The CT scan was unremarkable. The patient remained hypotensive and bradycardic in slow atrial fibrillation, despite escalating intravenous adrenaline doses. A repeat blood gas revealed a worsening metabolic acidosis. An external cardiac pacemaker was connected to the patient. Her heart rate went up to 70 bpm and the blood pressure transiently rose to a systolic of 90 mmHg. The possibility of an iatrogenic cause of the hypotension was now considered as a result of an interaction between sotalol, digoxin and verapamil. An intravenous bolus of 10 mL of 10% calcium chloride was given with no response. A similar result occurred with 600 mg of intravenous atropine and 10 mg of intramuscular glucagon.
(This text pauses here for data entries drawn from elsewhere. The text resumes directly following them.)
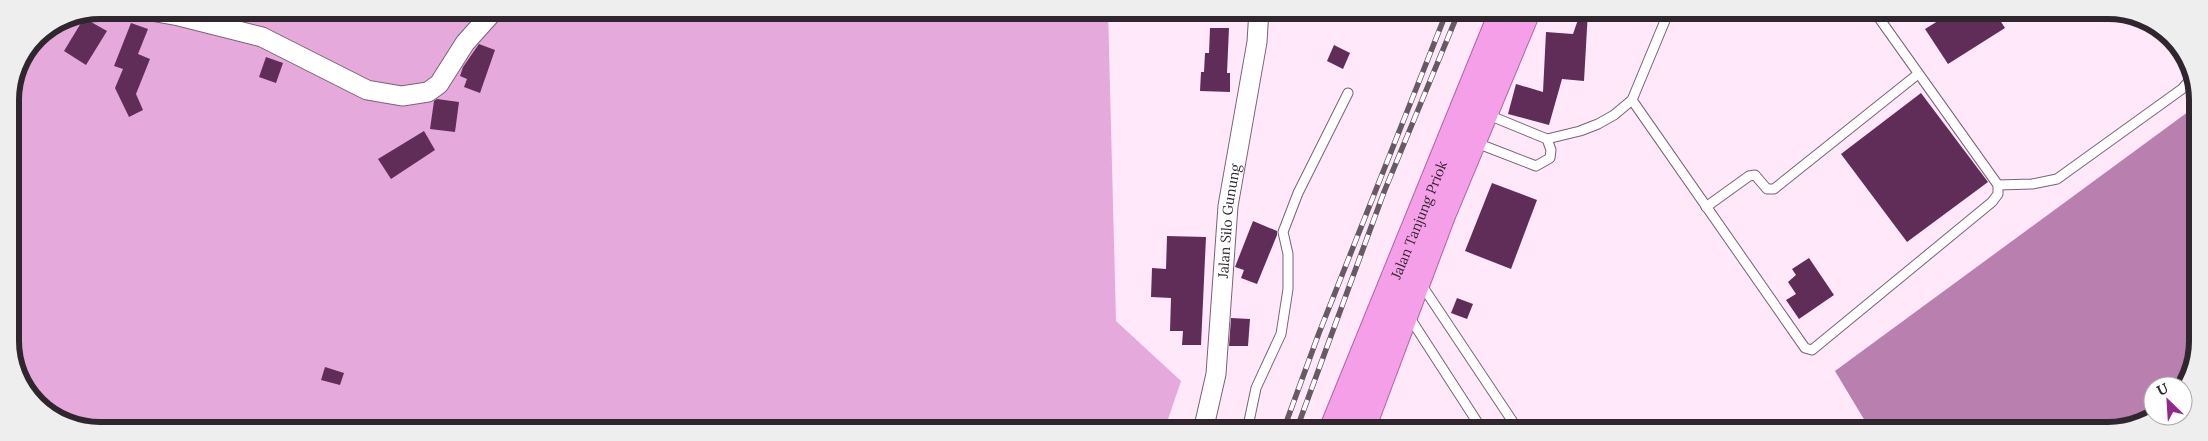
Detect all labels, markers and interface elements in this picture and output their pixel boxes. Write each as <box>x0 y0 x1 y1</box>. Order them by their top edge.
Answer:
street label: Jalan Tanjung Priok <box>1387 158 1451 282</box>
street label: Jalan Silo Gunung <box>1214 162 1244 280</box>
north arrow <box>2143 376 2193 426</box>
text: U <box>2154 379 2171 400</box>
An intravenous temporary pacing wire was inserted and set at a rate of 100 bpm. Over a 6-hour period the patient's blood pressure stabilized and her GCS reverted to normal. Her heart rate increased to greater than 100 bpm, atrial fibrillation. Amiodarone was introduced to control this. Despite being initially oligoanuric and requiring temporary haemodialysis, she made a full recovery. The patient remains well.

DISCUSSION

Atrial fibrillation remains the most common chronic cardiac arrhythmia.1,2 Its management is widely considered and a number of treatment strategies now exist.3 This case illustrates how commonly used pharmacological regimens can be potentially fatal. Digoxin, verapamil and sotalol are all recognized treatments for atrial fibrillation. Digoxin inhibits the Na+/K+ ATPase pump and reduces the ventricular rate by decreasing atrioventricular (AV) node conduction. Verapamil is a calcium channel antagonist and has an anti-arrhythmic effect (class IV) by depressing AV node conduction. Sotalol is both a class II (b-adrenergic blocker) and class III (prolongs the duration of the cardiac action potential) anti-arrhythmic and also slows conduction across the AV node. Therefore the co-prescription of verapamil, b-blockers, such as sotalol, and digoxin is usually avoided to prevent potent inhibition of the atrioventricular node. In this case there was no intent to use these agents together. However, it is likely that they inadvertently had a synergistic effect. Verapamil was introduced only 12 hours after digoxin and sotalol were stopped. Both digoxin and sotalol are renally excreted.2,4 Digoxin has an elimination half-life of 2 days in patients with normal renal function and sotalol an elimination half-life of 12 hours. There is also a direct link between declining elimination rate of these drugs and falling renal function. The patient had demonstrable renal impairment on admission, potentially increasing the effect of these drugs. In addition, verapamil is known to increase the plasma levels of digoxin.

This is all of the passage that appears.